Schwärmen

Schwärmen.

Schwärmen (Debandieren, Tiraillieren), teils ein Signal der leichten Infanterie, teils die Bewegung, welche auf dieses Signal ausgeführt wird, und die in der Auflösung eines geschlossenen Trupps in eine zerstreute Feuerlinie, Tirailleurlinie, besteht.
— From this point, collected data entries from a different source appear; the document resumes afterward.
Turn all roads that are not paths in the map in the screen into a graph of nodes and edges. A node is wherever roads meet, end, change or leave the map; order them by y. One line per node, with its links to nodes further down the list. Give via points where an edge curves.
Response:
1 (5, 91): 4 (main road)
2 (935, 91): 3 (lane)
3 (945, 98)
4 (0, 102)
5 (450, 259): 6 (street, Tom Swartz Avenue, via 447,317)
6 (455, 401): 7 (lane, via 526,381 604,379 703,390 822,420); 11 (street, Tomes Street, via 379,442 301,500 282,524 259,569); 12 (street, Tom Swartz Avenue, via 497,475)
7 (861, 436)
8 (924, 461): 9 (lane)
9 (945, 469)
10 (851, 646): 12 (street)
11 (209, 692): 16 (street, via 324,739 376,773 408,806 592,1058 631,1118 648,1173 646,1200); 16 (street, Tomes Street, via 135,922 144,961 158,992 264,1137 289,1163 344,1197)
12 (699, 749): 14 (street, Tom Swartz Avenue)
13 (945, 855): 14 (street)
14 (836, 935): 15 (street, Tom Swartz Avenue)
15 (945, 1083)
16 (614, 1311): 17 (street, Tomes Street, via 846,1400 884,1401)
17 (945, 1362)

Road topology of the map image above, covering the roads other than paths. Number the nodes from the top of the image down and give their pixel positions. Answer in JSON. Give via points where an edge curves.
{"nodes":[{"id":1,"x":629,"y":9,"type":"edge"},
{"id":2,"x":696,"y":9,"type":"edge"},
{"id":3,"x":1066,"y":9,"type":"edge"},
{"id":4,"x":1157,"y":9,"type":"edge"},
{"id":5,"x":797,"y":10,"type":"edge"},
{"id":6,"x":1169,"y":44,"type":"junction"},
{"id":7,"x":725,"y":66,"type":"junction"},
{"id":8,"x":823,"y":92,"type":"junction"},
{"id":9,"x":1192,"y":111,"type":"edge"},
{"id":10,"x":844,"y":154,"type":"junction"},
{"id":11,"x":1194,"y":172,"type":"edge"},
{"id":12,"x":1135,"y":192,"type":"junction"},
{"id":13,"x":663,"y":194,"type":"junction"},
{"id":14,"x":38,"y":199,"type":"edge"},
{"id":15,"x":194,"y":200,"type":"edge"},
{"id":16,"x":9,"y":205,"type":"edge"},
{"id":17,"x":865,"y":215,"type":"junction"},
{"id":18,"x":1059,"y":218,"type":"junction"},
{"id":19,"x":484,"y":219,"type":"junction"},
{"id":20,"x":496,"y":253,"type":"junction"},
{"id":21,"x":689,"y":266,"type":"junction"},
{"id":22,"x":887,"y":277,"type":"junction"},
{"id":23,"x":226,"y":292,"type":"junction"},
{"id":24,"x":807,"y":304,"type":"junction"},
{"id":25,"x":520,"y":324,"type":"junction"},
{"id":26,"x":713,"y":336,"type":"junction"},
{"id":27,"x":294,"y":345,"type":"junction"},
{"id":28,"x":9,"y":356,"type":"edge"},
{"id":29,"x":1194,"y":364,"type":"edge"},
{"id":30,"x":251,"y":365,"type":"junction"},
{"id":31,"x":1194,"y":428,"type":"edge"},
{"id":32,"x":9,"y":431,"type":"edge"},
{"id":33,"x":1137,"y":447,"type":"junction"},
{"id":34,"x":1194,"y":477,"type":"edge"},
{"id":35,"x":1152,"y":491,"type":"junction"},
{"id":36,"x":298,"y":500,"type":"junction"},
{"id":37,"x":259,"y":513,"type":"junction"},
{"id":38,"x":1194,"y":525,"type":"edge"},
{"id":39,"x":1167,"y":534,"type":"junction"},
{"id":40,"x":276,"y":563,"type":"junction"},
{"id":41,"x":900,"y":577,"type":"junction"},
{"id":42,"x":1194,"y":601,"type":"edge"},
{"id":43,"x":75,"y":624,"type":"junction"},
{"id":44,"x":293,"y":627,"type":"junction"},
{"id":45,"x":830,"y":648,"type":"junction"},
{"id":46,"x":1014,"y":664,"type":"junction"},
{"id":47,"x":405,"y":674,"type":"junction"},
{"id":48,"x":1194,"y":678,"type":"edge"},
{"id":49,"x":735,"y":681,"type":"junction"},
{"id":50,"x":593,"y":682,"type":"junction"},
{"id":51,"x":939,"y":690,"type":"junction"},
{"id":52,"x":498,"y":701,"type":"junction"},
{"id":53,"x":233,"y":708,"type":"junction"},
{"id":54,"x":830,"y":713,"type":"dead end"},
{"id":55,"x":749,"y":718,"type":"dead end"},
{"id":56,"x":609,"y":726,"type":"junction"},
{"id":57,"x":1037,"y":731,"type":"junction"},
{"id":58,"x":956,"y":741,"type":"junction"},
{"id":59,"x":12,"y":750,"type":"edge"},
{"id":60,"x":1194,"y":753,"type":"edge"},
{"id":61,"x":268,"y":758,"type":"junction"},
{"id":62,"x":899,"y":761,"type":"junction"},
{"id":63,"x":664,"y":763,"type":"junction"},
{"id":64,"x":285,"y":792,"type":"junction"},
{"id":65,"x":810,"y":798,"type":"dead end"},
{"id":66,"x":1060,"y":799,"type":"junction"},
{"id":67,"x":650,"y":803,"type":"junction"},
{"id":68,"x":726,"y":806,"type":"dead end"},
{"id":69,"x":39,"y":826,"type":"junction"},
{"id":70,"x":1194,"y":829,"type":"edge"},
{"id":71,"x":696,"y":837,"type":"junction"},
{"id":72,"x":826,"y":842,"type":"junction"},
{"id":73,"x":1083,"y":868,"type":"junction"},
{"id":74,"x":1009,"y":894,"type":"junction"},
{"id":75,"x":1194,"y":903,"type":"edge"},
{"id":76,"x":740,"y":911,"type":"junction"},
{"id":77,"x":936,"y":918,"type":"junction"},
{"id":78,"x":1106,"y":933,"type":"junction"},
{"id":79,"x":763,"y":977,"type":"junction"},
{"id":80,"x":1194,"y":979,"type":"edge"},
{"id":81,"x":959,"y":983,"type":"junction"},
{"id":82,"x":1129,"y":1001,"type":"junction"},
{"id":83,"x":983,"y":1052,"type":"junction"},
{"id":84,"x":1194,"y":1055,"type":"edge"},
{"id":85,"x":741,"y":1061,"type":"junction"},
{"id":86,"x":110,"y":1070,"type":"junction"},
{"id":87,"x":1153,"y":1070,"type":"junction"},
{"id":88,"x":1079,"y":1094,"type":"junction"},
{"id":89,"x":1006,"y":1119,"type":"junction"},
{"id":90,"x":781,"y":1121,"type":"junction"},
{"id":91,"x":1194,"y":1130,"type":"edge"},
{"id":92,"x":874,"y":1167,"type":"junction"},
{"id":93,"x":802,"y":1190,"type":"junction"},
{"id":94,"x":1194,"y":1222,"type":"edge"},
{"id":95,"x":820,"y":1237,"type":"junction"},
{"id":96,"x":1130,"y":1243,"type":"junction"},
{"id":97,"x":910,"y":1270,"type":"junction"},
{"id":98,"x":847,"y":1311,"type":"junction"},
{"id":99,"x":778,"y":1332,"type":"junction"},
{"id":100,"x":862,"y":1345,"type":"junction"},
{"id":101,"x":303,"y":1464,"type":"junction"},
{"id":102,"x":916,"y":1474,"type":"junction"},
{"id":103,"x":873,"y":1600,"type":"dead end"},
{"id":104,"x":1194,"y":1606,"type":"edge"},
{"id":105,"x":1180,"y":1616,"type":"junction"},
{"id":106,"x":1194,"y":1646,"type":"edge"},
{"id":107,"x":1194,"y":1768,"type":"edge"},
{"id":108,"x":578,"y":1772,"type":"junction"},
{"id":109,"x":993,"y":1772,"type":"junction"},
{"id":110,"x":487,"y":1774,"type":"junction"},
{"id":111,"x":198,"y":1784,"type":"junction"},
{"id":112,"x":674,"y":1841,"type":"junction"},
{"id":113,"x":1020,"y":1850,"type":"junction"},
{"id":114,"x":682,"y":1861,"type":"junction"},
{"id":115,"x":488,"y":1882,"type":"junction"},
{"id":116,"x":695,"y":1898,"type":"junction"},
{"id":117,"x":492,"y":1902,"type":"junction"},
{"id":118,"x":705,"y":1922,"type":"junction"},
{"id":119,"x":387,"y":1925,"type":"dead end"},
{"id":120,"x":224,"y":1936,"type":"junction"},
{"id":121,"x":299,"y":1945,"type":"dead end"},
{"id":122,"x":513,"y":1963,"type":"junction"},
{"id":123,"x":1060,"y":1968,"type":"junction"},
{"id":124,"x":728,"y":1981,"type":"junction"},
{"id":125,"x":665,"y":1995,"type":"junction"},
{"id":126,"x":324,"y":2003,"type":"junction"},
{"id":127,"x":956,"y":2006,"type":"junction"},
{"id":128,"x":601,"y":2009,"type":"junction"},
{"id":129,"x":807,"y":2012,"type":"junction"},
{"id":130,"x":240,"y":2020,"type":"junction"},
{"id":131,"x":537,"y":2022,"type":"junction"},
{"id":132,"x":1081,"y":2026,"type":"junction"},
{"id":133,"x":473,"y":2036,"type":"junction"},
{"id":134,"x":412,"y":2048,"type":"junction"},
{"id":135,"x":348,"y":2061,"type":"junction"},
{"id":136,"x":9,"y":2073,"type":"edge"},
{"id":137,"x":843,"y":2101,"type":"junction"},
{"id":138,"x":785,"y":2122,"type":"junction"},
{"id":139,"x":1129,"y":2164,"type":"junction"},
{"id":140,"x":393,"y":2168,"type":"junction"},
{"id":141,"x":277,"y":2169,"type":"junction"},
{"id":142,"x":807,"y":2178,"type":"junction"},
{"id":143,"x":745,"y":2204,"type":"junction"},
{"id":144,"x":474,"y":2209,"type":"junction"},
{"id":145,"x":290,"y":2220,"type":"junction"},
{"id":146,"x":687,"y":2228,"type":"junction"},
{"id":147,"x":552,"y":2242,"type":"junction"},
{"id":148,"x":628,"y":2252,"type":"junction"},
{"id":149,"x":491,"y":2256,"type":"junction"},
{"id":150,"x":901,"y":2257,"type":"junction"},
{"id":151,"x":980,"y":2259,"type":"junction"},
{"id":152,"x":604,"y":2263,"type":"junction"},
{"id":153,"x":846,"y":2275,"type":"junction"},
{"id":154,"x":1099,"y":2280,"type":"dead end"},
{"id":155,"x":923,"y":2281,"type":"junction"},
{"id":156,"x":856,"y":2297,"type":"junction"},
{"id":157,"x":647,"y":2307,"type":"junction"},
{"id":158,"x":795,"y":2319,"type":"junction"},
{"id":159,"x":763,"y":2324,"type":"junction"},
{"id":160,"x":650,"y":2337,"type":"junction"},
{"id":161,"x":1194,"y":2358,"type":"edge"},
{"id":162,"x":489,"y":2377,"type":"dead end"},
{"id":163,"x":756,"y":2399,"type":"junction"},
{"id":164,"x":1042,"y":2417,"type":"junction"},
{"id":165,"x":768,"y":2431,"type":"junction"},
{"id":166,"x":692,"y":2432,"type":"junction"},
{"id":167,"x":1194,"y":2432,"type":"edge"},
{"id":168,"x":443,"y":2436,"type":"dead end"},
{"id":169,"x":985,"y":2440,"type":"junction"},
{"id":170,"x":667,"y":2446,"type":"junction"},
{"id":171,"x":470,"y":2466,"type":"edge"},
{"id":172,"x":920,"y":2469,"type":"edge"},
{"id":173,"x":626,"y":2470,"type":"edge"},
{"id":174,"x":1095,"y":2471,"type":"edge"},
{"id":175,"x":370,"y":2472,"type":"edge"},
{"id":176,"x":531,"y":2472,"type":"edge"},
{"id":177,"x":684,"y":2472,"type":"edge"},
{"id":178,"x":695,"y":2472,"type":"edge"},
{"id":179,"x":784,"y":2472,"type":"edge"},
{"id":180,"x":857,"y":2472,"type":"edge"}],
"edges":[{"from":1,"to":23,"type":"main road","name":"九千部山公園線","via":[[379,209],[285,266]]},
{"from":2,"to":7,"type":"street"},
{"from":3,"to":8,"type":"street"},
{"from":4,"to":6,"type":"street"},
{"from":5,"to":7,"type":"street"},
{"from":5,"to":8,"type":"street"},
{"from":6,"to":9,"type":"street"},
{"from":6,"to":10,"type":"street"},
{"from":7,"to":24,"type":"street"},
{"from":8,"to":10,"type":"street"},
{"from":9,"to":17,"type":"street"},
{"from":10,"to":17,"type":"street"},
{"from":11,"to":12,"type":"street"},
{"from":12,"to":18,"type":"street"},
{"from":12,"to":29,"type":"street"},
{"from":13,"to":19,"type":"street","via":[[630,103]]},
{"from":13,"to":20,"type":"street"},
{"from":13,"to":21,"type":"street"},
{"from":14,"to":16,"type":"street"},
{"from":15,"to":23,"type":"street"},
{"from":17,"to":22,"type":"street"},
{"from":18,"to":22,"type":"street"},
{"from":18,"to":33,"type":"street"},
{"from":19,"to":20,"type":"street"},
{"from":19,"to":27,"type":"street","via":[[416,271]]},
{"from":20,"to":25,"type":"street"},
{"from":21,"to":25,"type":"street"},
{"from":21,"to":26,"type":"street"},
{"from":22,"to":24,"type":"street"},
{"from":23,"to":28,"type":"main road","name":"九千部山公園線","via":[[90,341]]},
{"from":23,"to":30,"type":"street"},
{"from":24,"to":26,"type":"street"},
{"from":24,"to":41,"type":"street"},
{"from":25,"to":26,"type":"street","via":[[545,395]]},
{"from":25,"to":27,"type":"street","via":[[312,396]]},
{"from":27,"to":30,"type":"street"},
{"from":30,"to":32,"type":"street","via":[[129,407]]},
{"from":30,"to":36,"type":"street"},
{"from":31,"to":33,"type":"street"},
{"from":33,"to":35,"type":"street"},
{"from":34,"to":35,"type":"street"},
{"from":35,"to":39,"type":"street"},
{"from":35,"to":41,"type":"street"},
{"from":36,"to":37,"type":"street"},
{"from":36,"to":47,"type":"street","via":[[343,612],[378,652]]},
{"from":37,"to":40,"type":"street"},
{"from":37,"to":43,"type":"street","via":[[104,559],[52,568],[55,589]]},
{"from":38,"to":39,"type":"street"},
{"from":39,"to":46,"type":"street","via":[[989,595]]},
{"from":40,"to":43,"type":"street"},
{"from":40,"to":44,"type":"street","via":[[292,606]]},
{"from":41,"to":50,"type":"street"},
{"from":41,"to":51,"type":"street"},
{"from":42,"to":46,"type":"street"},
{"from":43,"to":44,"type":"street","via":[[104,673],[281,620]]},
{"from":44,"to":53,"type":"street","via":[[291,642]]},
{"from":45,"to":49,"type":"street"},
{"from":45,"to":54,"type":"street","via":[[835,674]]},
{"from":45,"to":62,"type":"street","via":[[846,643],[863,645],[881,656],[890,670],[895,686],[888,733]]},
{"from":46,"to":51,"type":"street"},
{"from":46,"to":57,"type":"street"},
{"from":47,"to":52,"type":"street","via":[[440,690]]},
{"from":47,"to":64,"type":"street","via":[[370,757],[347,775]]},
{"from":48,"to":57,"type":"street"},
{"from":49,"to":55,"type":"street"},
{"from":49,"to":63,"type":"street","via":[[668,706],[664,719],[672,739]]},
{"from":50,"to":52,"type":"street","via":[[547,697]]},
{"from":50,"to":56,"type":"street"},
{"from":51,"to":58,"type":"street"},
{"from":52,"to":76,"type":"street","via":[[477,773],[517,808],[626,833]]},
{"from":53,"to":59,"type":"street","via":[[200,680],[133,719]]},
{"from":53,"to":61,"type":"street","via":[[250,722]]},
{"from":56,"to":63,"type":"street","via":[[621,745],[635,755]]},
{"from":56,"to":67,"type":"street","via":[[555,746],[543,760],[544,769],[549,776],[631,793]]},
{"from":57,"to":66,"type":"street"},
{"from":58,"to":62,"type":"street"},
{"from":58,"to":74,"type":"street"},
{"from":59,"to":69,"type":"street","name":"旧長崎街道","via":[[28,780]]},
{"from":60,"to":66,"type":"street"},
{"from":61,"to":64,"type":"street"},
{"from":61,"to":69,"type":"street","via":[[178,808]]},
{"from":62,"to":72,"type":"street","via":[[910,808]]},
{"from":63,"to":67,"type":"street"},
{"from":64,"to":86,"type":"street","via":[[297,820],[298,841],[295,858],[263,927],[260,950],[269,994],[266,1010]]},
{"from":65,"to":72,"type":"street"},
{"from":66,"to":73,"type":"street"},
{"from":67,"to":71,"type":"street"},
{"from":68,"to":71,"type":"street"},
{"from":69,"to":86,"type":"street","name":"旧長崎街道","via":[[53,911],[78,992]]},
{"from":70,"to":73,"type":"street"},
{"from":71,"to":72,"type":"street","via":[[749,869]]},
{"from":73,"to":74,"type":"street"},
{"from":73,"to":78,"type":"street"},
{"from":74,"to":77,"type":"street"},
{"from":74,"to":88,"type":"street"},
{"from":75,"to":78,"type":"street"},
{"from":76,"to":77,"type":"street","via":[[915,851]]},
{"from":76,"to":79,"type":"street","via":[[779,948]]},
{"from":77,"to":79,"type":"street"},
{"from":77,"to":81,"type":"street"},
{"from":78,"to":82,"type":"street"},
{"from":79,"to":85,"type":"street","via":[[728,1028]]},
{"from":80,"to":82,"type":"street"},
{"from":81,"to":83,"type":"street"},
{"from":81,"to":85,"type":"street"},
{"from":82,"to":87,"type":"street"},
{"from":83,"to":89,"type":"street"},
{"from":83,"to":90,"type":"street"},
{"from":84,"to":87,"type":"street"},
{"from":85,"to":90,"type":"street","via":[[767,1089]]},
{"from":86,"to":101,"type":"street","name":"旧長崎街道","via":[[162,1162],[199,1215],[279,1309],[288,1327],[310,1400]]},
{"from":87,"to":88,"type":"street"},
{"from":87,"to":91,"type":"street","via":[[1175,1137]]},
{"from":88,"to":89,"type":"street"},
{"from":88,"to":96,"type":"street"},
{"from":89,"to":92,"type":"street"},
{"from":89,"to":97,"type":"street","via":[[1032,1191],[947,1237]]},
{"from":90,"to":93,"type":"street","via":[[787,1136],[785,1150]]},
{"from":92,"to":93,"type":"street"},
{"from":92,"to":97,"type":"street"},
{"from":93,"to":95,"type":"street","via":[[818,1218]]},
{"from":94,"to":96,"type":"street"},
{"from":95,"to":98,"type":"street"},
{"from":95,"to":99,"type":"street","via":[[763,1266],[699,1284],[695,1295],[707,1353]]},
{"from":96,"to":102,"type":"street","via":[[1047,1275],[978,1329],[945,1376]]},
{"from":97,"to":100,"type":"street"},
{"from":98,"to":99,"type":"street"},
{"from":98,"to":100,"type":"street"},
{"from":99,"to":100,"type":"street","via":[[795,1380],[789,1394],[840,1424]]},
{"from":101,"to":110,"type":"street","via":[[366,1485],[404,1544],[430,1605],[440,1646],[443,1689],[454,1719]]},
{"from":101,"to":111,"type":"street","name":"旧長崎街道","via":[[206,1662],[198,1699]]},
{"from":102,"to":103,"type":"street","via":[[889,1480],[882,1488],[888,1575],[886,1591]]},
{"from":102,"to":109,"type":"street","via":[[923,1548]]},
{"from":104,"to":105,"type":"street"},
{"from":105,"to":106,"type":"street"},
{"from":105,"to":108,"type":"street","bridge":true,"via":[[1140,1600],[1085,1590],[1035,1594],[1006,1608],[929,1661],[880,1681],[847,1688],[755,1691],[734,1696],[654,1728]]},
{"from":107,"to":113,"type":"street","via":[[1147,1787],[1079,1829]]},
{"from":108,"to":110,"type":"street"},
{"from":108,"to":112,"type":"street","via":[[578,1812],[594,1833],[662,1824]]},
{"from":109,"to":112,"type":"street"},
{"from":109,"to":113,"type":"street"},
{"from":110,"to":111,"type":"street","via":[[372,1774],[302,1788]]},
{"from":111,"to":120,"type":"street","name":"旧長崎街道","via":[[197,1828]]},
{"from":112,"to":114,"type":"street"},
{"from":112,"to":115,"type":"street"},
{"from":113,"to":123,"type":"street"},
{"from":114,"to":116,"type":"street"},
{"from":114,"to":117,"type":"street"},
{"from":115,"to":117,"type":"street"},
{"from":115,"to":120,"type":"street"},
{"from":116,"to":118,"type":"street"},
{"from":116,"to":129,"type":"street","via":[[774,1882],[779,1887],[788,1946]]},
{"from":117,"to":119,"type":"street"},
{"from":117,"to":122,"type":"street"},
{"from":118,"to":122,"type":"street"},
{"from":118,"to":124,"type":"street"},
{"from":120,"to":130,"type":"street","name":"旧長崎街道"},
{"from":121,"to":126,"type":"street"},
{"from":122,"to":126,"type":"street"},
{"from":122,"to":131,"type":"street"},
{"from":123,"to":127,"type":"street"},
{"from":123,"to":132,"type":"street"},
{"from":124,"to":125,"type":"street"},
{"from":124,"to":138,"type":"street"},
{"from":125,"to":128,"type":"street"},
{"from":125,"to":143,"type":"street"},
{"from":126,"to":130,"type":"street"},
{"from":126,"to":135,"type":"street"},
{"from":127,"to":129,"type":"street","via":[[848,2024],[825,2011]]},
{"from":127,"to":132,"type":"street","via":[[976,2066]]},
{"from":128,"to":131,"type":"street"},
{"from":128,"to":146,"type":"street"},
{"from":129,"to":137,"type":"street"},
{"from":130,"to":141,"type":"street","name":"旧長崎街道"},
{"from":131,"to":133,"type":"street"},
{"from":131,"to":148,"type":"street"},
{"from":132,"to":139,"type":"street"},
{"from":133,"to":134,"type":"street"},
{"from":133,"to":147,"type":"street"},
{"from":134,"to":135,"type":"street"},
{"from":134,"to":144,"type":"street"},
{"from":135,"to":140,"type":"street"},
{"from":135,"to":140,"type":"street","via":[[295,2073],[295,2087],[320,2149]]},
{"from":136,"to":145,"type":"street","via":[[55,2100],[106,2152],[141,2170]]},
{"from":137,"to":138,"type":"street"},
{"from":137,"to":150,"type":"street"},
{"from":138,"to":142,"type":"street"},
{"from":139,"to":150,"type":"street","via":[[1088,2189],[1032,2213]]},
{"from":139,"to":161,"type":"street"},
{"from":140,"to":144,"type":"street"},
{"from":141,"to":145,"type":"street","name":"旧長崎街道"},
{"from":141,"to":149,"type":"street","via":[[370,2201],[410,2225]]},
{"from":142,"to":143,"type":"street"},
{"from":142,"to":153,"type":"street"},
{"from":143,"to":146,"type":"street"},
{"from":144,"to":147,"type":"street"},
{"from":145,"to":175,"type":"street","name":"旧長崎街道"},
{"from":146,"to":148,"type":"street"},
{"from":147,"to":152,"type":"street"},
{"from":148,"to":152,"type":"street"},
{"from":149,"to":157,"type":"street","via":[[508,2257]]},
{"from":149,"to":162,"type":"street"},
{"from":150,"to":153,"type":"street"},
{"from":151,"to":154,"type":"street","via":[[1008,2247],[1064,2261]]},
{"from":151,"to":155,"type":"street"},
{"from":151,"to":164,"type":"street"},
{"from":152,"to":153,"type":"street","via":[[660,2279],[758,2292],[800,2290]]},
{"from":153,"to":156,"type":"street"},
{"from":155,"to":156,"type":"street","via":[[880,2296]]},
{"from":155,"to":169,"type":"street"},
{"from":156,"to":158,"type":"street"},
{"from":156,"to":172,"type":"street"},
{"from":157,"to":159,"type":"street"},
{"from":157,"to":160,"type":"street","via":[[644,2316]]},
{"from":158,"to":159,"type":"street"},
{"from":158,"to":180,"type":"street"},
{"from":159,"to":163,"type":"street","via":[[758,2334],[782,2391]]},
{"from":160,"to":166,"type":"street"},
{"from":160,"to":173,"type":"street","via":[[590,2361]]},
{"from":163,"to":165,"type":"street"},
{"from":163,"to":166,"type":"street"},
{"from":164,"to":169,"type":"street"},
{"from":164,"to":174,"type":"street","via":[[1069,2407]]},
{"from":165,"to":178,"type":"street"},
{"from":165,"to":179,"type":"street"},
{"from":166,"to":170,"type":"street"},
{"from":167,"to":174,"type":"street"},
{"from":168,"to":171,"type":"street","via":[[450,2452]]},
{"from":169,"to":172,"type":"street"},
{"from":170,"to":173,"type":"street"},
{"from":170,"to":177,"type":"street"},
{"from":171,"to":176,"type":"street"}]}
Da dieses aber auf zweierlei Weise geschehen kann, nämlich entweder auf der Stelle, d. h. in der Verlängerung der Frontlinie des geschlossenen Trupps, oder zum Erreichen und Besetzen eines vor der Front gelegenen Geländes, so dient das Signal: »Schwärmen!« in der preußischen Armee nur für die letztere Art; hingegen kann die erste Art in den meisten Fällen von dem Befehlshaber durch die Stimmen kommandiert werden, daher das früher für diese Bewegung übliche Signal: »von der Stelle debandiert!« jetzt (1827) abgeschafft ist.

Sobald ein Jäger- oder Schützen-Bataillon auf dem Exerzierplatz den Tirailleurdienst üben will, zieht dasselbe seine Kompanien auf ungefähr 150 Schritt Intervalle auseinander, und diese formieren schon während dieser Bewegung, welche teils im geschwinden Schritt, teils im Trab geschehen kann, die Kompaniekolonne, zu 4 Zügen, dergestalt, dass die beiden rechten Flügelkompanien links, die beiden linken rechts abmarschiert sind. Hierdurch wird, im darauf eintretenden Fall, die Formation der Kolonne nach der Mitte sehr erleichtert. (Von der hier bei der Linien-Infanterie herrschenden Verschiedenheit, s. drittes Glied).

Wird nun das Signal Schwärmen gegeben, so geht von jeder Kompanie der vorderste Zug vor; die Mitte des Zuges geht gerade aus, die anderen Rotten dehnen sich mit halb rechts und halb links aus, und zwar so lange, bis aus sämtlichen Tirailleurs des ganzen Bataillons eine zusammenhängende Linie geworden ist. Die ganze Linie geht nun so lange vor, bis das Signal: „Halt!“ erfolgt. Diese ganze Bewegung geschieht im raschen Schritt, wobei der Tirailleur sein Gewehr sogleich von der Schulter nimmt, und es mit der rechten Hand im Schwerpunkt fassend, trägt. Nach dem Signal Halt nimmt er es unter den rechten Arm, und sucht sich möglichst verdeckt zu postieren, jedoch so, dass er den Feind nicht aus den Augen verliert. Dergleichen Deckungen werden sich fast immer vorfinden, wie Bäume, Gräben, Hecken, Zäune, Mauern, Häuser, Getreide, selbst Ackerfurchen, und sonstige Erhöhungen des Terrains.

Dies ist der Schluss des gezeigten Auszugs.